Save quant61/afcf0e0f150a491aeb12ecdc042030cb to your computer and use it in GitHub Desktop.
msgpack extensions

some proposals of msgpack extensions

some general notes

msgpack ext value has following structure:

+--------+--------+--------+========+
|  extX  |  SIZE  |  type  |  data  |
+--------+--------+--------+========+

where:
* extX is sizing type (0xc7 + log2(size_bytes) )
* SIZE is int(8 * 2^sizingType) value having size of data in bytes
* type is typeId
  • in listed proposals msgpack ext header is omitted(it takes 3/4/6 bytes depending on size)
  • most of proposals have their own additional headers

typed array extension:

+--------+-------+-------+
|header  | size  | data  |
+--------+-------+-------+
  • header takes 1 byte
  • size takes 2^sizingType bytes and represents N
  • data takes N * elementSize bytes

header structure:

bit   7  - reserved
bit   6  - endian
bits 2-5 - type
bits 0-1 - sizing type

sizing types:

00 - small , size takes 1 byte , up to 255 elements
01 - medium, size takes 2 bytes, up to 65535 elements
10 - big   , size takes 4 bytes, up to 2^32-1 elements
11 - huge  , size takes 8 bytes, up to 2^64-1 elements
huge sizing type has only sense for bits array, because msgpack ext doesn't support values longer than 2^32-1 bytes

value types:

integers:
(u)int8  - 000Z
(u)int16 - 001Z
(u)int32 - 010Z
(u)int64 - 011Z
if Z is 1 values are signed, otherwise unsigned

float32  - 1000
float64  - 1001
bits       - 1010
...5 possible types remaining

table extension

if msgpack is like json(actually, it's similar to phpserialize) msgpack table is like csv

structure

+--------+-------+-------+-------+
|header  | rows  | cols  | cells |
+--------+-------+-------+-------+

header

bits 7-4: version(0000) - for future use, these bits are reserved for additional extensions
bit 3: has header - if true table will have additional row which represents columns names
bit 2: has primary key - if true first column will be treated as identifier
bits 0-1 sizing type
  • for future extensions structure can differ

rows and cols

tiny/small table(00) - rows and cols are in the same byte
  4 high bits represent number of rows, 4 low bits represent number of cols, up to 15 rows and cols
small/standard table(01) rows and cols take by 1 byte(up to 255 rows and cols)
standard/big table(10) rows and cols take by 1 byte(up to 65535 rows and cols)
big/huge table(11) rows and cols take by 1 byte(up to 2^32-1 rows and cols)

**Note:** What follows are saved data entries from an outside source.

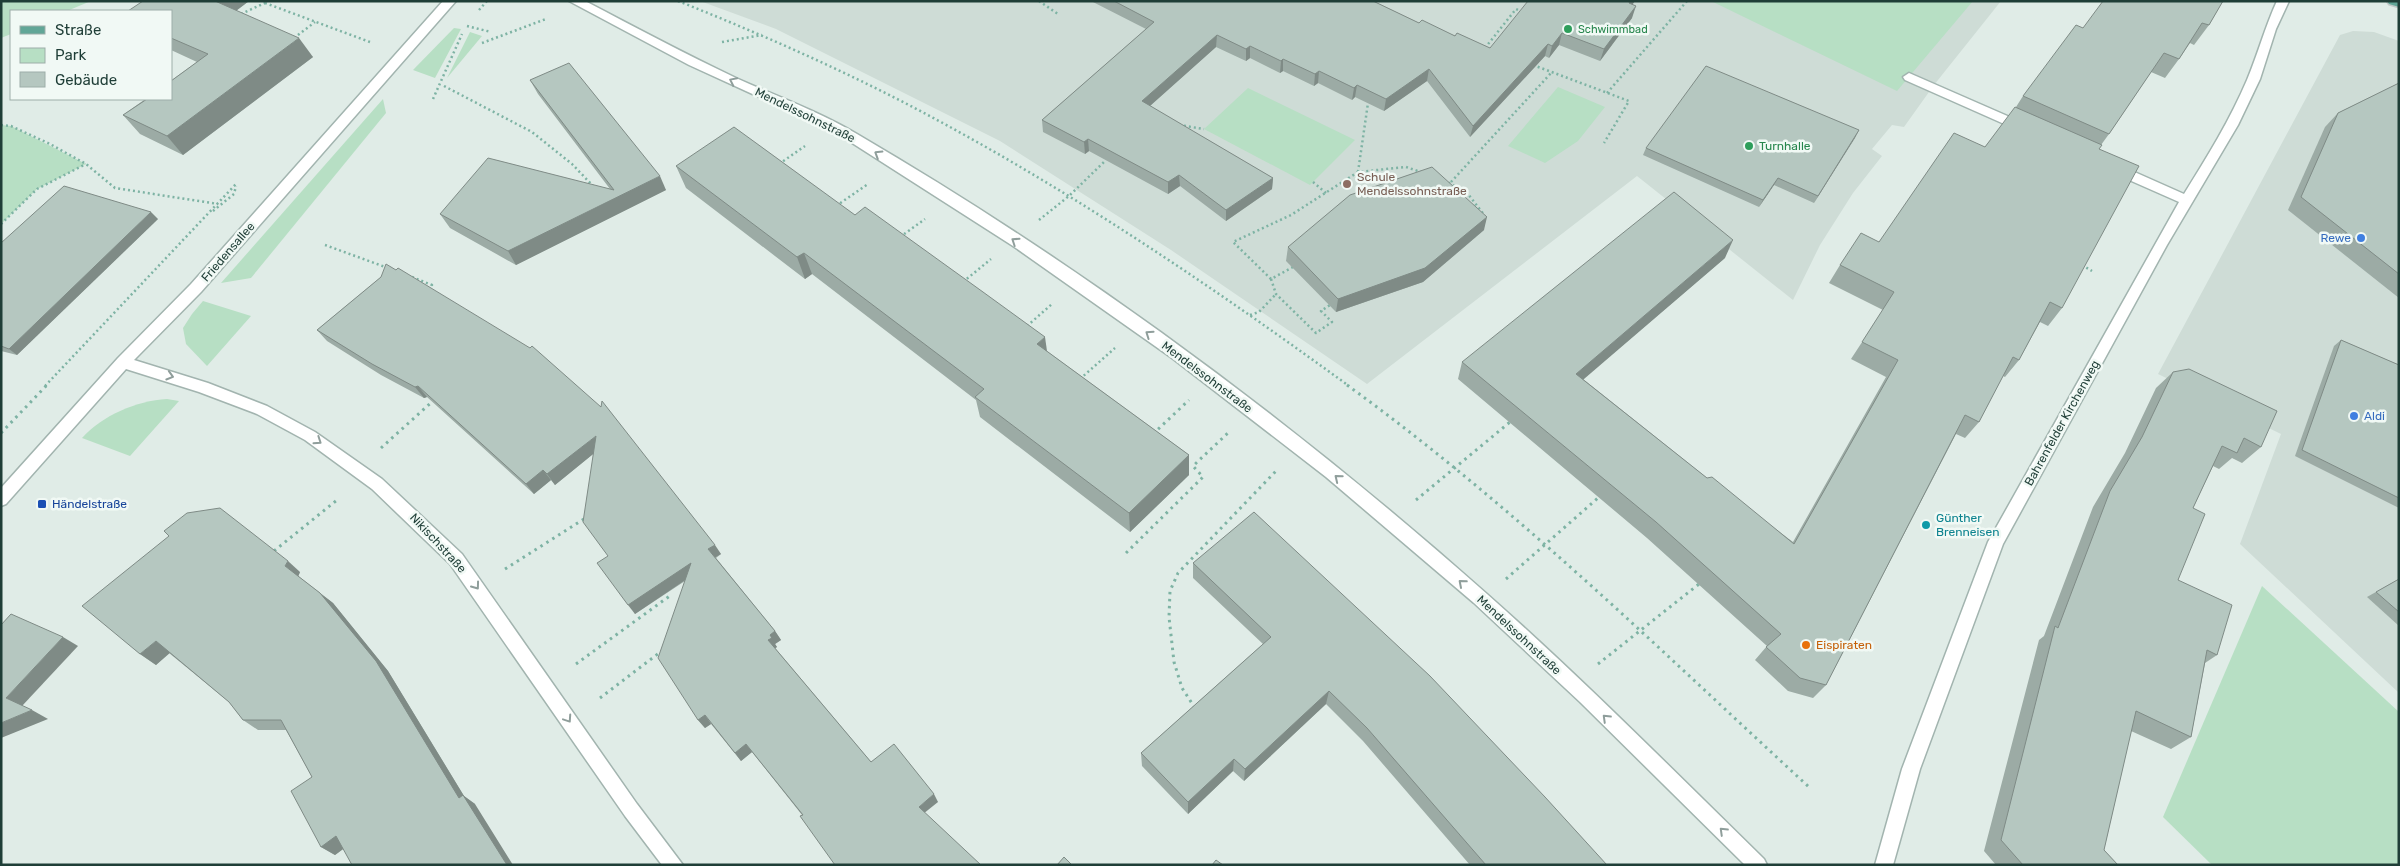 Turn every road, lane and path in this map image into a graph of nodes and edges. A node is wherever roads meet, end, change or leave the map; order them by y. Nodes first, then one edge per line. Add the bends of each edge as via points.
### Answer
1 (450, 1) edge
2 (487, 1) edge
3 (575, 1) edge
4 (678, 1) edge
5 (1039, 1) edge
6 (1686, 1) edge
7 (2283, 1) edge
8 (2393, 1) edge
9 (266, 2) edge
10 (2399, 4) edge
11 (476, 13) dead end
12 (1524, 13) edge
13 (1058, 14) dead end
14 (236, 17) edge
15 (546, 19) dead end
16 (471, 20) dead end
17 (315, 22) junction
18 (466, 26) junction
19 (491, 32) dead end
20 (293, 39) edge
21 (370, 42) dead end
22 (482, 43) dead end
23 (1476, 44) edge
24 (1485, 48) junction
25 (1493, 51) edge
26 (1527, 63) edge
27 (1552, 72) junction
28 (1909, 77) dead end
29 (444, 86) dead end
30 (1607, 93) junction
31 (432, 99) dead end
32 (1368, 103) edge
33 (1175, 124) edge
34 (1, 125) edge
35 (1204, 129) dead end
36 (2037, 134) edge
37 (1604, 143) dead end
38 (808, 144) dead end
39 (1106, 160) edge
40 (2100, 162) edge
41 (86, 164) junction
42 (778, 165) edge
43 (1358, 172) junction
44 (1424, 173) edge
45 (1442, 179) edge
46 (873, 180) dead end
47 (1313, 182) dead end
48 (1451, 182) junction
49 (1326, 193) junction
50 (597, 194) edge
51 (1069, 196) junction
52 (2186, 200) junction
53 (218, 204) junction
54 (835, 207) edge
55 (210, 213) junction
56 (932, 214) dead end
57 (1485, 216) edge
58 (1, 224) edge
59 (898, 239) edge
60 (1014, 240) junction
61 (325, 245) dead end
62 (995, 256) dead end
63 (2080, 265) edge
64 (1293, 267) edge
65 (396, 271) edge
66 (2092, 271) edge
67 (405, 275) edge
68 (1271, 279) junction
69 (961, 284) edge
70 (425, 294) edge
71 (1276, 294) junction
72 (1058, 299) dead end
73 (1330, 305) edge
74 (1250, 316) junction
75 (1024, 329) edge
76 (1116, 347) dead end
77 (123, 362) junction
78 (1077, 382) edge
79 (441, 394) edge
80 (1195, 395) dead end
81 (1510, 422) edge
82 (1235, 426) dead end
83 (1, 433) edge
84 (1152, 435) edge
85 (1300, 447) junction
86 (379, 450) dead end
87 (1456, 468) junction
88 (1599, 497) edge
89 (1, 499) edge
90 (337, 500) dead end
91 (588, 516) edge
92 (1390, 521) junction
93 (1545, 545) junction
94 (274, 551) edge
95 (1126, 553) dead end
96 (505, 569) dead end
97 (1700, 584) edge
98 (671, 596) edge
99 (1482, 600) junction
100 (1639, 631) junction
101 (669, 646) edge
102 (576, 664) dead end
103 (1572, 685) junction
104 (600, 698) dead end
105 (1200, 714) edge
106 (1810, 788) dead end
107 (674, 865) edge
108 (1758, 865) edge
109 (1884, 865) edge

1 - 77 street, Friedensallee via 196,288
2 - 11 path
60 -> 3 street, Mendelssohnstraße via 850,136
4 - 51 path via 763,35 860,80 967,136
5 - 13 path
6 - 30 path
7 - 52 street, Bahrenfelder Kirchenweg via 2270,28 2254,79 2232,125
8 - 10 main road
9 - 14 path
9 - 17 path
12 - 24 path via 1516,9
15 - 22 path
16 - 18 path
17 - 20 path
17 - 21 path
18 - 19 path
18 - 31 path
23 - 24 path
24 - 25 path
26 - 27 path
27 - 30 path
27 - 48 path
28 - 36 street
29 - 50 path via 532,132 572,164
30 - 37 path via 1629,101
32 - 43 path
33 - 35 path
34 - 41 path via 11,126
38 - 42 path
39 - 51 path
40 - 52 street
41 - 53 path via 116,188
41 - 58 path via 37,189
43 - 44 path via 1406,167
43 - 49 path
45 - 48 path
46 - 54 path
47 - 49 path
48 - 57 path via 1477,202
49 - 68 path via 1233,242
51 - 60 path
51 - 74 path
52 - 109 street, Bahrenfelder Kirchenweg via 1996,542 1911,769
53 - 55 path
53 - 55 path via 236,184 234,194
55 - 83 path
56 - 59 path
85 -> 60 street, Mendelssohnstraße via 1171,350
61 - 65 path
62 - 69 path
63 - 66 path
64 - 68 path
67 - 70 path via 432,285
68 - 71 path
71 - 73 path via 1316,332 1332,322 1321,310
71 - 74 path via 1259,312
72 - 75 path
74 - 87 path via 1367,398
76 - 78 path
77 - 89 street, Friedensallee
77 -> 107 street, Nikischstraße via 202,386 262,410 310,436 385,490 456,559 621,797
79 - 86 path
80 - 84 path
81 - 87 path
82 - 95 path via 1193,466 1203,477
92 -> 85 street, Mendelssohnstraße
85 - 105 path via 1178,573 1170,591 1174,662 1182,688
87 - 92 path
87 - 93 path
88 - 93 path
90 - 94 path
91 - 96 path
99 -> 92 street, Mendelssohnstraße
93 - 99 path
93 - 100 path
97 - 100 path
98 - 102 path
99 - 103 street, Mendelssohnstraße
100 - 103 path
100 - 106 path
101 - 104 path
108 -> 103 street, Mendelssohnstraße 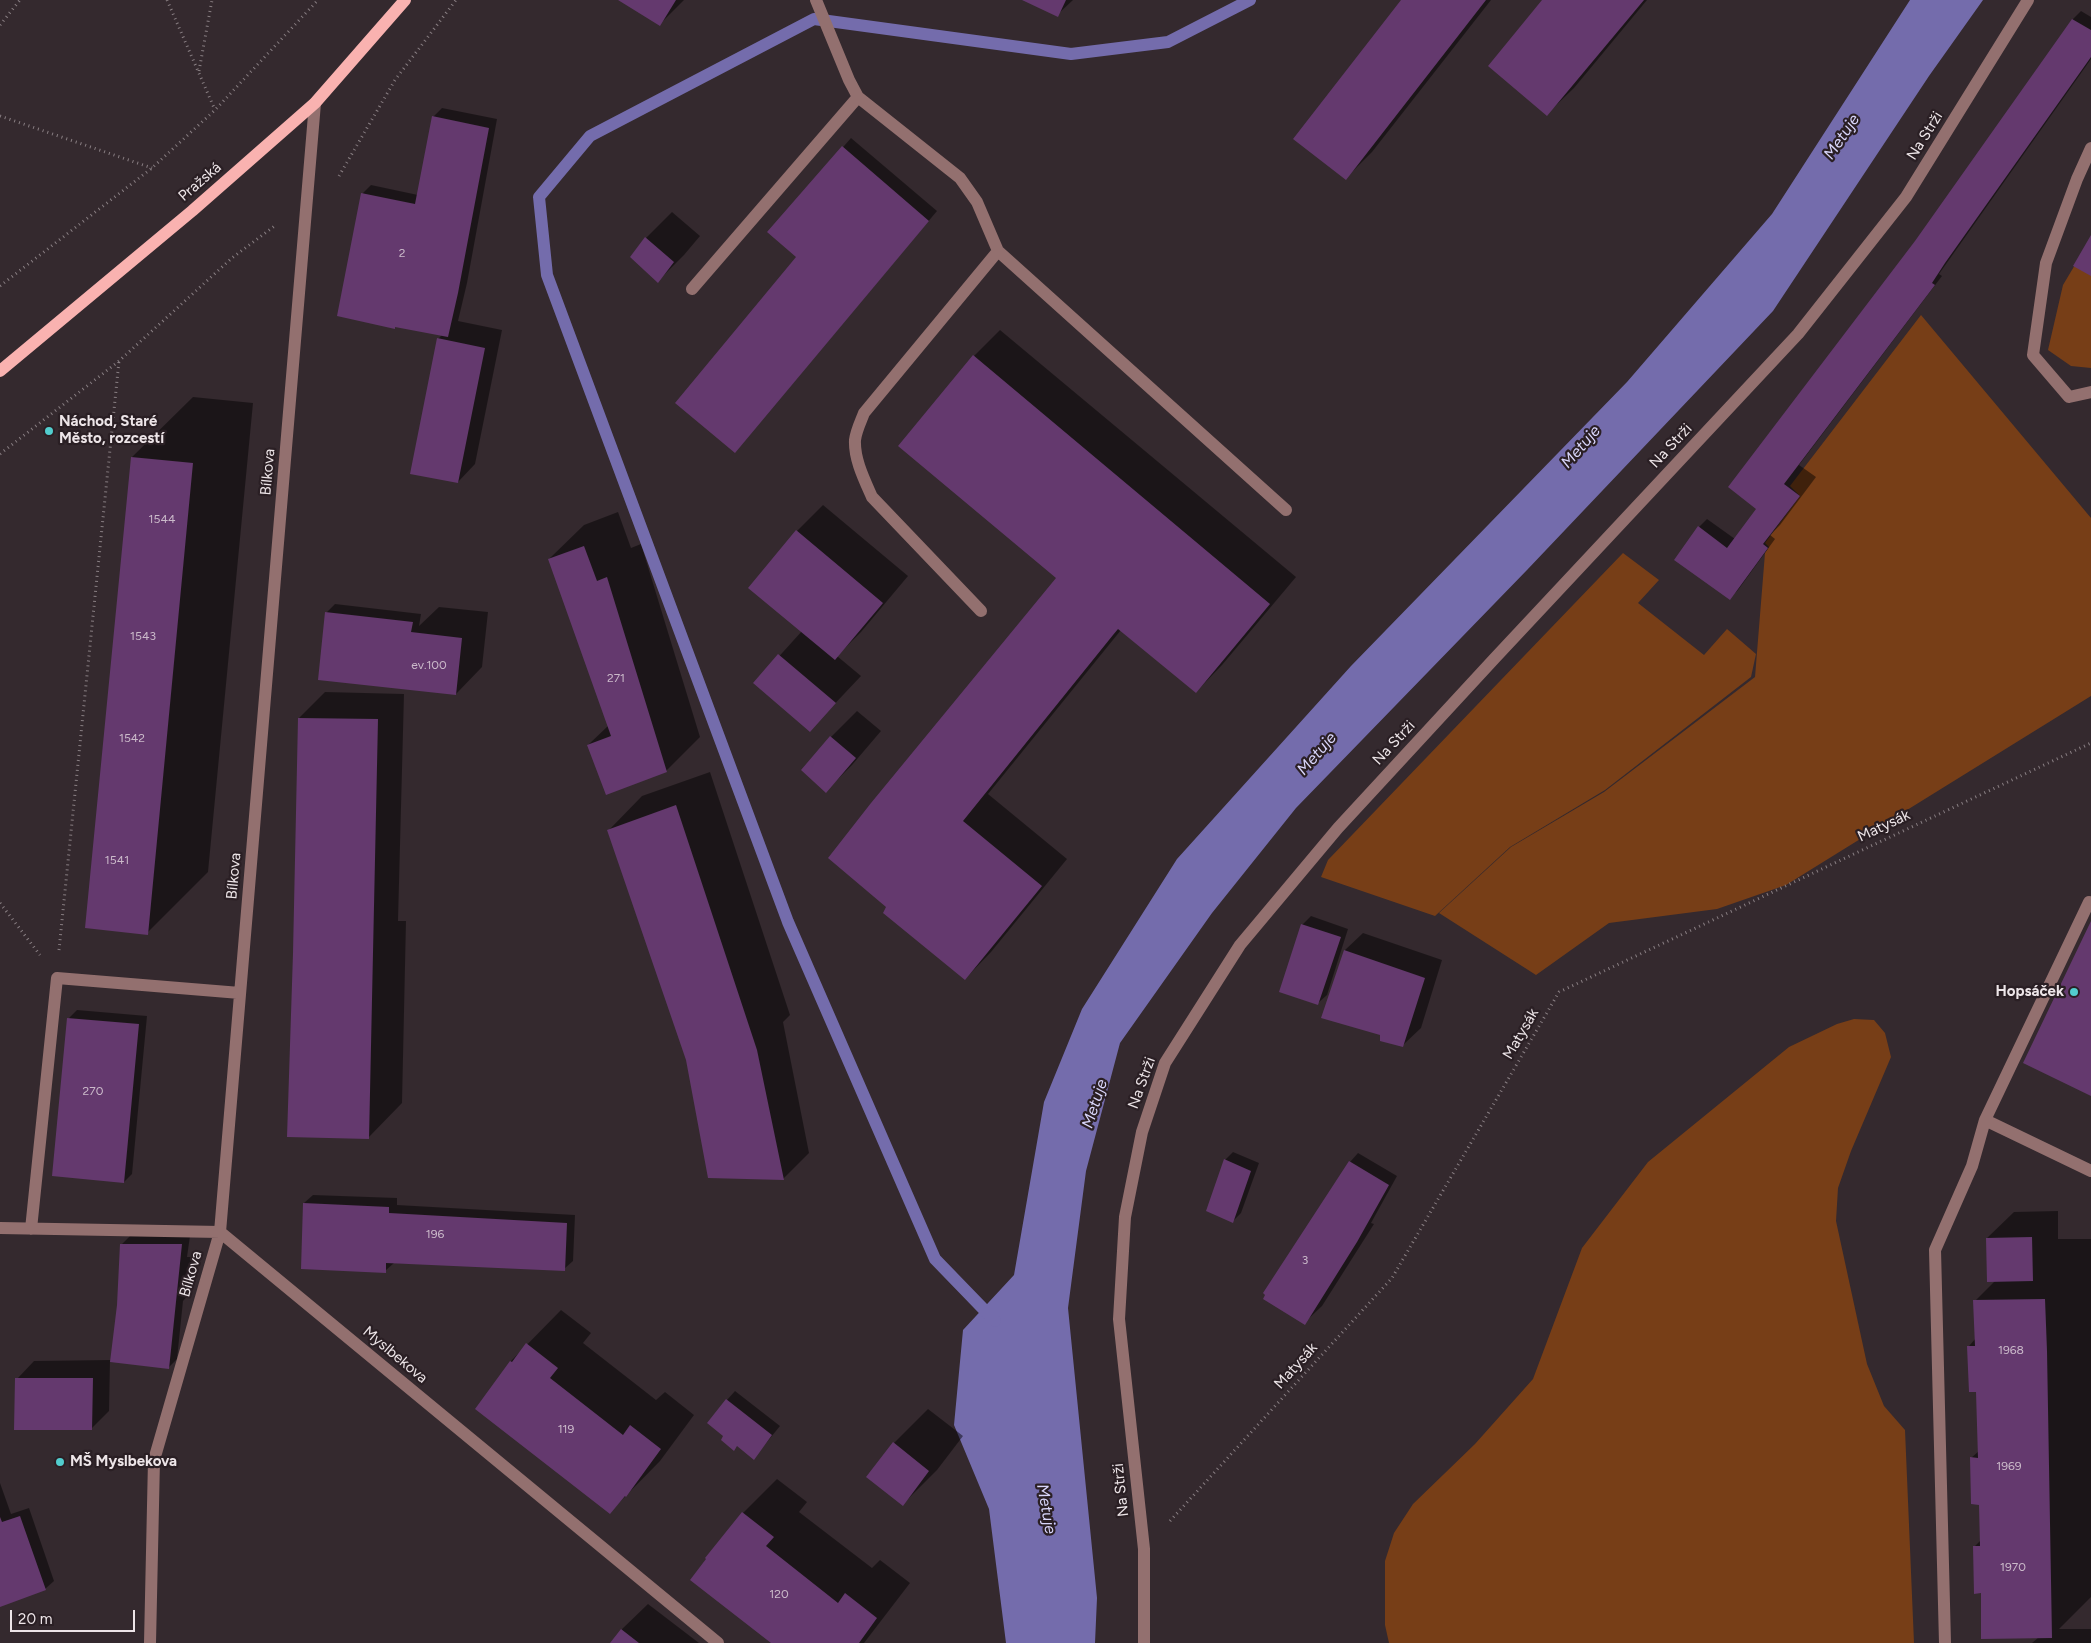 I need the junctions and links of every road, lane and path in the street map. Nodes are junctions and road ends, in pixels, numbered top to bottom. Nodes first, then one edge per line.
1 (20, 0) edge
2 (167, 0) edge
3 (212, 0) edge
4 (318, 0) edge
5 (405, 0) edge
6 (456, 0) edge
7 (816, 0) edge
8 (2028, 0) edge
9 (0, 25) edge
10 (199, 72) junction
11 (858, 97) junction
12 (315, 103) junction
13 (215, 110) junction
14 (0, 116) edge
15 (2091, 148) edge
16 (152, 168) junction
17 (338, 177) dead end
18 (307, 202) junction
19 (998, 251) junction
20 (0, 286) edge
21 (692, 289) dead end
22 (119, 361) junction
23 (0, 371) edge
24 (2091, 392) edge
25 (0, 454) edge
26 (1286, 510) dead end
27 (981, 611) dead end
28 (2091, 743) edge
29 (2089, 902) dead end
30 (0, 904) edge
31 (57, 978) junction
32 (240, 993) junction
33 (1985, 1120) junction
34 (2091, 1171) edge
35 (0, 1228) edge
36 (31, 1229) junction
37 (220, 1232) junction
38 (1144, 1549) junction
39 (150, 1643) edge
40 (718, 1643) edge
41 (1144, 1643) edge
42 (1945, 1643) edge

1 - 9 path
2 - 10 path
3 - 10 path
4 - 13 path
5 - 12 main road, Pražská
6 - 17 path
7 - 11 street
8 - 38 street, Na Strži
10 - 13 path
11 - 19 street
11 - 21 street
12 - 18 street, Bílkova
12 - 23 main road, Pražská
13 - 16 path
14 - 16 path
15 - 24 street
16 - 20 path
18 - 22 path
18 - 32 street, Bílkova
19 - 26 street
19 - 27 street
22 - 25 path
22 - 31 path
28 - 38 path, Matysák
29 - 33 street
30 - 31 path
31 - 32 street
31 - 36 street
32 - 37 street, Bílkova
33 - 34 street
33 - 42 street
35 - 36 street
36 - 37 street
37 - 39 street, Bílkova
37 - 40 street, Myslbekova
38 - 41 street, Na Strži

then goes (ROWS + HAS_HEADER) * COLS cells

every cell is msgpack value as in msgpack arrays and maps

if has_header bit is set, additional row is inserted

##comparison

  • msgpack table is good for array of typed objects having the same keys

overhead:

array of objects:

  • header: 1(up to 15), 2(up to 255), 3(up to 65535), 5(up to 2^32-1 objects)
  • on every object: +1 byte if <16 fields, +2 bytes if <256 fields...

table:

  • +(3/5/6) bytes depending on data size
  • +1 byte table header
  • +(1/2/4/8) bytes depending on max(rows, cols) - actually number of rows is used

so, table header is bigger(+4/5 bytes for small table), +10 bytes for big table

but you don't need to duplicate properties names

numeric extensions:

Big integer

+-------------+-------+-------+
| ext header  | size  | data  |
+-------------+-------+-------+

data is decoded as n-bit integer

Complex numbers

some languages like Python or Go support complex numbers out of box. Why not to do the same in msgpack?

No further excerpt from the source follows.